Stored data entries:
BEGIN
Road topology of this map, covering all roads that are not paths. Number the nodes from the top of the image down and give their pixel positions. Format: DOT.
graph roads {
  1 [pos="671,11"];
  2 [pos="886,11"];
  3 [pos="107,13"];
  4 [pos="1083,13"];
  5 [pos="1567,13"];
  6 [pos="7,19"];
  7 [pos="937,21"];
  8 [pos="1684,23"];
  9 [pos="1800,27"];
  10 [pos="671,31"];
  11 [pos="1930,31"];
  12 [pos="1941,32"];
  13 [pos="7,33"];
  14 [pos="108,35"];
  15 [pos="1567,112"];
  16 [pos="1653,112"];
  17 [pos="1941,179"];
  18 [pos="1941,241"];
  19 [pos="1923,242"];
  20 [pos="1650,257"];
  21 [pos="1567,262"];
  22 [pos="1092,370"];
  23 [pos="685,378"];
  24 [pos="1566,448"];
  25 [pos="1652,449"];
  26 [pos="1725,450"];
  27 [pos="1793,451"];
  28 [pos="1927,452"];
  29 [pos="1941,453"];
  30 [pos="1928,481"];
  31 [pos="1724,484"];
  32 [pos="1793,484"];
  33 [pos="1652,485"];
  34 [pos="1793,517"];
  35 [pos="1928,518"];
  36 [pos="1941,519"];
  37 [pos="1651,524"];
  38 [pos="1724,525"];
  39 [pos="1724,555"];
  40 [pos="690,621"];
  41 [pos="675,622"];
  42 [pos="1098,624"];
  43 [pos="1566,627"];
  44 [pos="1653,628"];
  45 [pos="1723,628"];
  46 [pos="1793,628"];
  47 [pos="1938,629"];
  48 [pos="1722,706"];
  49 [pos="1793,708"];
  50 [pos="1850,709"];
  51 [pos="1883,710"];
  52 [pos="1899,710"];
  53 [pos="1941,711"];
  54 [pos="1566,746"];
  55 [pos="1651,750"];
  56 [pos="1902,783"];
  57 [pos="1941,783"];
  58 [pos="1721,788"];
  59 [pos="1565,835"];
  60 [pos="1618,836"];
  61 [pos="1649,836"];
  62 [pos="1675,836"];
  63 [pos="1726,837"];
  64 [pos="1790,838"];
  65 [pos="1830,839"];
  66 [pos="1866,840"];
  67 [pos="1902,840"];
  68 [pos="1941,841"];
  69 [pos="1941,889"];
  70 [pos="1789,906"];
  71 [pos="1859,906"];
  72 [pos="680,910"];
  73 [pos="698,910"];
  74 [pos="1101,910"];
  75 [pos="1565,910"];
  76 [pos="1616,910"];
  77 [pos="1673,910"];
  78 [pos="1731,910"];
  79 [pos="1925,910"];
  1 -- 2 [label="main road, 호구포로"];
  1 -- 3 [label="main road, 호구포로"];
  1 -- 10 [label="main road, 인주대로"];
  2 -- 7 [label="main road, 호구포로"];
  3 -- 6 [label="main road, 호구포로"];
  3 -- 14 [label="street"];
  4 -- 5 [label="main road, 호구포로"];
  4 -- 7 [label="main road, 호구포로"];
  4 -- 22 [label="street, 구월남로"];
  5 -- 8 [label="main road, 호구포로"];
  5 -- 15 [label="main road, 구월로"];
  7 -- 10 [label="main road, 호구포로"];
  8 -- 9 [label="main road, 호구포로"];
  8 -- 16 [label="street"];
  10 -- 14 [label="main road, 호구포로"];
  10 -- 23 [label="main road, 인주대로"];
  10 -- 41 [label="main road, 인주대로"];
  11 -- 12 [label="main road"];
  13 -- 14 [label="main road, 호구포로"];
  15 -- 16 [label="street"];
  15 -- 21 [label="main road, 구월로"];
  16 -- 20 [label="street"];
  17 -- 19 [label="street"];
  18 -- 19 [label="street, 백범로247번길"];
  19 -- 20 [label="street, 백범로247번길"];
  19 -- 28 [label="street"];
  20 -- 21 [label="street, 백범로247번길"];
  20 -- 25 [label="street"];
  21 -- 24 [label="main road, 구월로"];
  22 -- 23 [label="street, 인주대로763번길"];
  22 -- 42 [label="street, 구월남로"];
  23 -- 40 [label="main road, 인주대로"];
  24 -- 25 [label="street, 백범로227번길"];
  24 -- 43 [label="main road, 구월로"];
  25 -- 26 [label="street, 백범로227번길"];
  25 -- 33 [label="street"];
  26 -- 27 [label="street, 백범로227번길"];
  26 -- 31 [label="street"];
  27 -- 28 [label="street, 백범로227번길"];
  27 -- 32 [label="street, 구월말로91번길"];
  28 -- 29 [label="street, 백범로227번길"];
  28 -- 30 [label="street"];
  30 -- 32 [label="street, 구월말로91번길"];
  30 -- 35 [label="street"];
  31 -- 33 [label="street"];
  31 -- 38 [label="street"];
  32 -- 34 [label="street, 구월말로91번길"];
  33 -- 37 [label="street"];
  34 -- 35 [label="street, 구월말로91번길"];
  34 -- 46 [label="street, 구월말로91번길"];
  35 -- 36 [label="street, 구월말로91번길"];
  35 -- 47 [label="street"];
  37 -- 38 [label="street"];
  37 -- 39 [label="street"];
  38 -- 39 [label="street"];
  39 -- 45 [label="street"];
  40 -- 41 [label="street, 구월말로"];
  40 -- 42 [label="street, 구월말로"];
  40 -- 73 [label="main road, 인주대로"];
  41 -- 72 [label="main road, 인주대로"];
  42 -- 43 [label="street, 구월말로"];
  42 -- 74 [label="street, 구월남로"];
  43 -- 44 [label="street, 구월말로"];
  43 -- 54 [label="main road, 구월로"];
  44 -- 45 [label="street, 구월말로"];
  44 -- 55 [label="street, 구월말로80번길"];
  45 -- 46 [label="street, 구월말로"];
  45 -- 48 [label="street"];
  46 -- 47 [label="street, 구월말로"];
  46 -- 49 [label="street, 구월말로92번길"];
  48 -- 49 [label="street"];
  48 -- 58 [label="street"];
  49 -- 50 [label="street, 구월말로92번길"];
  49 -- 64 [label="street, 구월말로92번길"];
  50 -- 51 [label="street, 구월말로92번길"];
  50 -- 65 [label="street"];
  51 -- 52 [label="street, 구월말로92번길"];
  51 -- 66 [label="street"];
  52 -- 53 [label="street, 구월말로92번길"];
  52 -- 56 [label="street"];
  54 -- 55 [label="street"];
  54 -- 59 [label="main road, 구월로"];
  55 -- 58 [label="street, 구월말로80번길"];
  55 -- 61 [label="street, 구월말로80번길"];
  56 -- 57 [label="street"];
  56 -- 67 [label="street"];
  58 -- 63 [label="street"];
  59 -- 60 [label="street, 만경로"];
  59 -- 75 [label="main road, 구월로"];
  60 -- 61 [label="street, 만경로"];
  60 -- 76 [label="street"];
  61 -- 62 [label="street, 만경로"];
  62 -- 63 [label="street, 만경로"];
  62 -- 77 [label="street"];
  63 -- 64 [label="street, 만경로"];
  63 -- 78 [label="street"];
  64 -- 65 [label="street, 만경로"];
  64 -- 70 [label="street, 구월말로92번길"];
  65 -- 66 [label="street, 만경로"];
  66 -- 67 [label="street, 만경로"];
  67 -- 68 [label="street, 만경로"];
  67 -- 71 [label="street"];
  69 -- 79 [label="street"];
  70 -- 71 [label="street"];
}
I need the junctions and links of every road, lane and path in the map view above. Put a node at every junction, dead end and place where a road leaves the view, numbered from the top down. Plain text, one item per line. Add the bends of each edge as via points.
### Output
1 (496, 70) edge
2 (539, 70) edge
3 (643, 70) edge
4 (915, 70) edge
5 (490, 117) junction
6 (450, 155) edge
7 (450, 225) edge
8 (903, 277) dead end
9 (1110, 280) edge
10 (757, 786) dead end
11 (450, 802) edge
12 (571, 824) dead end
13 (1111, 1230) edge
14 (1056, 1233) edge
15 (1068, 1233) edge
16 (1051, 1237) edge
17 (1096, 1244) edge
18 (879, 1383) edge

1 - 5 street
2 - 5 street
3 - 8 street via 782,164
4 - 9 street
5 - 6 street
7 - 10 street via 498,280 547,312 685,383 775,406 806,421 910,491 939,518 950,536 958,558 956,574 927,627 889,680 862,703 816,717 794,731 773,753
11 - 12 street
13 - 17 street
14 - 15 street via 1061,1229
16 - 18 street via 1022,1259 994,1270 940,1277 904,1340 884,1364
END
Exercise requirements:
Which of the lines in the data hold the string "호구포로"? Report each of them by copying it.

Completed task:
  1 -- 2 [label="main road, 호구포로"];
  1 -- 3 [label="main road, 호구포로"];
  2 -- 7 [label="main road, 호구포로"];
  3 -- 6 [label="main road, 호구포로"];
  4 -- 5 [label="main road, 호구포로"];
  4 -- 7 [label="main road, 호구포로"];
  5 -- 8 [label="main road, 호구포로"];
  7 -- 10 [label="main road, 호구포로"];
  8 -- 9 [label="main road, 호구포로"];
  10 -- 14 [label="main road, 호구포로"];
  13 -- 14 [label="main road, 호구포로"];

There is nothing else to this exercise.